Let $r = xi + yj + zk$ be the general position vector that can be written as $r=r(u_1,u_2,u_3)$; Now unit tangent vector in the direction of $u_1$ can be written as $$e_1=\frac{\frac{\partial r}{\partial u_1}}{\lvert \frac{\partial r}{\partial u_1} \rvert}\\Or,\ \ \ e_1=\frac{\frac{\partial r}{\partial u_1}}{h_1} \ \ \ \ where \ \ \ h_1=\frac{\partial r}{\partial u_1}$$

Similarly $e_2$ and $e_3$ can be written.

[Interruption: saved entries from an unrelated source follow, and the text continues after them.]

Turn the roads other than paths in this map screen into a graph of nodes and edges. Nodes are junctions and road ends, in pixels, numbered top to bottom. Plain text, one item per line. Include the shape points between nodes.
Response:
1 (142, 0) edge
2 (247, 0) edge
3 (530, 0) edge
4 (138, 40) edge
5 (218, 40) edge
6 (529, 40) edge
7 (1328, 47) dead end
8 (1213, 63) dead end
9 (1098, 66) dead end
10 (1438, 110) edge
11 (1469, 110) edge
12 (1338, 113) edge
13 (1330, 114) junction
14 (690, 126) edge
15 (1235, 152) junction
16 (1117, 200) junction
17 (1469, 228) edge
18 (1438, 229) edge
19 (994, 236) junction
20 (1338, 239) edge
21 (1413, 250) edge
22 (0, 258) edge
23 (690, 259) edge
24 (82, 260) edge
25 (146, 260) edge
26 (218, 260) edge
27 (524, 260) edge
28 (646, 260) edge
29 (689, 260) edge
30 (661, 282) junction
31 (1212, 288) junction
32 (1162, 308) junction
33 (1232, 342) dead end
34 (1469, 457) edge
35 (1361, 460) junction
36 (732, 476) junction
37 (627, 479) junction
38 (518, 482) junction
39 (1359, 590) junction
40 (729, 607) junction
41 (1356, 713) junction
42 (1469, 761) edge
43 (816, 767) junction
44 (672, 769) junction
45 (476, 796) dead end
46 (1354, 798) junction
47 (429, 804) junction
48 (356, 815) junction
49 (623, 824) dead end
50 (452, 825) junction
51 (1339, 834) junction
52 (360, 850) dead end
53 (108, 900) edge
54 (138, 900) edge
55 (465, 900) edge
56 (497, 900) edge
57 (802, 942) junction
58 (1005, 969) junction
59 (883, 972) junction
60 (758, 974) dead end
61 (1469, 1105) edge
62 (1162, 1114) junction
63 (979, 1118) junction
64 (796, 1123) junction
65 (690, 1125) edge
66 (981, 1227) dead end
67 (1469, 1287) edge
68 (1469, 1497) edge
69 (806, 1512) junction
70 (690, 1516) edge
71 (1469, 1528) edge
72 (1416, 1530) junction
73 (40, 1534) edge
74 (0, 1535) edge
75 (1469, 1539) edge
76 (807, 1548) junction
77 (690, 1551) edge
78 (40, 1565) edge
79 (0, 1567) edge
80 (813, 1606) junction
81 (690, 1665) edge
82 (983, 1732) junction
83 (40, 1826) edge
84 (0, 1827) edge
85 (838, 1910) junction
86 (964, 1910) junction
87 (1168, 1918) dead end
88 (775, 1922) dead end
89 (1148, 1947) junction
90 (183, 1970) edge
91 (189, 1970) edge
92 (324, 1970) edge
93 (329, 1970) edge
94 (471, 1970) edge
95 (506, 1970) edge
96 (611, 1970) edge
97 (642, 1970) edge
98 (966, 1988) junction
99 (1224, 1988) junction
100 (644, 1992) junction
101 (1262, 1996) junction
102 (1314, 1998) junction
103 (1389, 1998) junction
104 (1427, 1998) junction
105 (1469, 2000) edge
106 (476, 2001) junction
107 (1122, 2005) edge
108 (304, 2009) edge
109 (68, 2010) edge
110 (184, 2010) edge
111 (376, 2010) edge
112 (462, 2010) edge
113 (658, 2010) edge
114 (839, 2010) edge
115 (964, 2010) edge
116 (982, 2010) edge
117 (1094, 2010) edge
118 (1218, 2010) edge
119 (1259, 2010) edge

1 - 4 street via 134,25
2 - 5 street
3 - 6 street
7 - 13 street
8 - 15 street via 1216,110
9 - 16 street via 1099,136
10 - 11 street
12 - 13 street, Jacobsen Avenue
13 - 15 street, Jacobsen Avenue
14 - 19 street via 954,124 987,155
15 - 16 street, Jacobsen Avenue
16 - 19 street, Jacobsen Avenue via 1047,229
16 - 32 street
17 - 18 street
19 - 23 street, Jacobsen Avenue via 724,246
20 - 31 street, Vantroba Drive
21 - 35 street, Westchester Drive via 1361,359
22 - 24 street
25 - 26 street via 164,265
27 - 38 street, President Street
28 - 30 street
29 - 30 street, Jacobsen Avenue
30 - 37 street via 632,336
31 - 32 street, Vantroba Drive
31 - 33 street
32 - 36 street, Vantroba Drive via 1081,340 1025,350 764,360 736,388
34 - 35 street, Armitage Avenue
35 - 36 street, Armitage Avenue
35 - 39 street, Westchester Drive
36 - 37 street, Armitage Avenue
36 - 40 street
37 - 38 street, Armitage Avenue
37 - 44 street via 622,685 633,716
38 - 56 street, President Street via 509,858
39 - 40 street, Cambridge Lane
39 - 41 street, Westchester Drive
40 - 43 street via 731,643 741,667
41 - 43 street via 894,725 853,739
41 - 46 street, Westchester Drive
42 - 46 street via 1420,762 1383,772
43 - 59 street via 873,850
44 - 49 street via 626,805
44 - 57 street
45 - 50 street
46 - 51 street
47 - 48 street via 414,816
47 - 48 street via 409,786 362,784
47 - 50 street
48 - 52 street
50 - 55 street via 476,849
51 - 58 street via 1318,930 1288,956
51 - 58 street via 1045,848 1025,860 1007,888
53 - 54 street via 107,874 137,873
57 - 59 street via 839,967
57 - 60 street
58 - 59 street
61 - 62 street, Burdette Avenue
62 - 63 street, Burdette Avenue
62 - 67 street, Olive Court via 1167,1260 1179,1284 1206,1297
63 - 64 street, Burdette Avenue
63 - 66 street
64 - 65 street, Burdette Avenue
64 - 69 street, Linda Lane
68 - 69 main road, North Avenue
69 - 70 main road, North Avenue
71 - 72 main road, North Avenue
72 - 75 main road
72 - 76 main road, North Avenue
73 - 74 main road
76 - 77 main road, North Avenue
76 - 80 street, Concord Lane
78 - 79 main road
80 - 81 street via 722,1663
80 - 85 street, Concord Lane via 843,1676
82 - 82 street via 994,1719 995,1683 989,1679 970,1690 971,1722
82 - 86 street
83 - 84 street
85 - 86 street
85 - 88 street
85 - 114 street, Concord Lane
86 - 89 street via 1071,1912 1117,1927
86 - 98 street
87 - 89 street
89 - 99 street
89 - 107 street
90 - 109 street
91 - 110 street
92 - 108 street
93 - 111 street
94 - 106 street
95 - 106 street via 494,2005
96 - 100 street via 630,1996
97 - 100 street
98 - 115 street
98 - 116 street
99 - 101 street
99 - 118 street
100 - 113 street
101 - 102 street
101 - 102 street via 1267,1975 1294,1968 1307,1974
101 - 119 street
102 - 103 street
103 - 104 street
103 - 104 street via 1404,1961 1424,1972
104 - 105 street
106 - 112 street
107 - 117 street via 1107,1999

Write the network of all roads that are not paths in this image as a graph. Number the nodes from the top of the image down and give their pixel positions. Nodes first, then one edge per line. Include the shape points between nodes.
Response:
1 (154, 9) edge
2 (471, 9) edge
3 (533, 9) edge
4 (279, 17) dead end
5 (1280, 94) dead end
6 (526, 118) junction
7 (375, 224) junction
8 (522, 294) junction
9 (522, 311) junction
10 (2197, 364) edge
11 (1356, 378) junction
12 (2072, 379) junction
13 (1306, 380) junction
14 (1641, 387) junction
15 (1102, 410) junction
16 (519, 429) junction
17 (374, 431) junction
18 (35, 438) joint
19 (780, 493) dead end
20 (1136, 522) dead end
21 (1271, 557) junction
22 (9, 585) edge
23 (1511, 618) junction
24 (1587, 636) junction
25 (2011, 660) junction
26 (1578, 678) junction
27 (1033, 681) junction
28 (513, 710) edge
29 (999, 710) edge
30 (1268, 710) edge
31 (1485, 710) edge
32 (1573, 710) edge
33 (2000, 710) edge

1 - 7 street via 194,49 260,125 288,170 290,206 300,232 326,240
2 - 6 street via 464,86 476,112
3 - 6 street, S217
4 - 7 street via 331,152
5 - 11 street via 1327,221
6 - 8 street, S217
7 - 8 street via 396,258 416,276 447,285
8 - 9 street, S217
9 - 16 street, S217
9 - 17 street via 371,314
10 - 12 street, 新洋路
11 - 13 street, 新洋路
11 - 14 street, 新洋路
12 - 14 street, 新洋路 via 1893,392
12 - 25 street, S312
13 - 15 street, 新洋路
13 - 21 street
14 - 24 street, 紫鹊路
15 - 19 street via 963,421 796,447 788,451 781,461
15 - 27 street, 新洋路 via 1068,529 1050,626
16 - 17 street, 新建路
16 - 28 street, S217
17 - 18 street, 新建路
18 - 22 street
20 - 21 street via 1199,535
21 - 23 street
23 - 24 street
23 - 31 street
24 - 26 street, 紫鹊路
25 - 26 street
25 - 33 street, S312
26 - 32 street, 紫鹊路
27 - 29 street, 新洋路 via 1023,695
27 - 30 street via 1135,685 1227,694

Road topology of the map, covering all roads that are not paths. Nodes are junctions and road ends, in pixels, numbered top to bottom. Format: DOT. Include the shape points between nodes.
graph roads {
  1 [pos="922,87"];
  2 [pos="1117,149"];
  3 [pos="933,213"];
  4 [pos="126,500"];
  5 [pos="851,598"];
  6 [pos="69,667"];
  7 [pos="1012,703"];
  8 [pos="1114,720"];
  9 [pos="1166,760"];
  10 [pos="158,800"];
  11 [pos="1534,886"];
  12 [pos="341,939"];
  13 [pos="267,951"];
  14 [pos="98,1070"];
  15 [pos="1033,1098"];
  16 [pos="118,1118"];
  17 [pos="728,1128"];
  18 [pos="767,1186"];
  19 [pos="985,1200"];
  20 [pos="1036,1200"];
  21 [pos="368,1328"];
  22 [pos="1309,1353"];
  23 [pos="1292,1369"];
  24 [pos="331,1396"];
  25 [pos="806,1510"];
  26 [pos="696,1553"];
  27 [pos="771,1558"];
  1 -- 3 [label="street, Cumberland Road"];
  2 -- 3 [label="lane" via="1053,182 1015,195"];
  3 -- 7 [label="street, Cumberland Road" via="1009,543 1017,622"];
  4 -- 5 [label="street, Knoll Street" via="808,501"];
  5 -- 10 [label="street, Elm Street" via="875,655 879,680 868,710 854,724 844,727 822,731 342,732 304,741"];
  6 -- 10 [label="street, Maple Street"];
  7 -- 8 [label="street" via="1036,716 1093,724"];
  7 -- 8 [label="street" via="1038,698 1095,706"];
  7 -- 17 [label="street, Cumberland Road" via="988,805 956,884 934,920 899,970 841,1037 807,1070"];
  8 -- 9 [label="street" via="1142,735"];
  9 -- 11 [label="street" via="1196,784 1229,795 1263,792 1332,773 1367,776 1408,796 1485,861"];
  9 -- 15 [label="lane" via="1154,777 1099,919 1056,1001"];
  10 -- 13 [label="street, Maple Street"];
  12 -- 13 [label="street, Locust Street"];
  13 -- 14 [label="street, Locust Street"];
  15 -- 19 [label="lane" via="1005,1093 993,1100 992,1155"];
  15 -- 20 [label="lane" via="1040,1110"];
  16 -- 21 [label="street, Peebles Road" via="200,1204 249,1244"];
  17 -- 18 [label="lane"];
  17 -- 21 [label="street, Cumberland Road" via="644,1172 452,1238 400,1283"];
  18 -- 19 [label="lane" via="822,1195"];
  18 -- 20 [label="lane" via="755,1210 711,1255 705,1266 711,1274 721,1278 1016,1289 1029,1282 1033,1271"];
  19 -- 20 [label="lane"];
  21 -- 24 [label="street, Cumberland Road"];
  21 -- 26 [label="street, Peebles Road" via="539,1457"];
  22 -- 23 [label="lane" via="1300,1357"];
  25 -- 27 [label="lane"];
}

Now I'm trying to follow the proof of showing that $\frac{\partial r}{\partial u_1}, \frac{\partial r}{\partial u_2},\frac{\partial r}{\partial u_3}$ and $\nabla u_1,\nabla u_2,\nabla u_3,$ form a reciprocal system of vectors. But the first step in the proof is: $$\nabla u_1 = \frac{e_1}{h_1}$$

How is this expression obtained?

My attempt:

$$\nabla u_1 = \frac{\partial u_1}{\partial x}i + \frac{\partial u_1}{\partial y}j + \frac{\partial u_1}{\partial z}k$$

This doesn't lead me to involve $h_1$ term. So alternately,

$$\nabla u_1 = \frac{\partial u_1}{\partial u_1} e_1 + \frac{\partial u_1}{\partial u_2}e_2 + \frac{\partial u_1}{\partial u_3}e_3 = e_1 + 0 + 0 = e_1$$

I'm missing something conceptual. Kindly clarify.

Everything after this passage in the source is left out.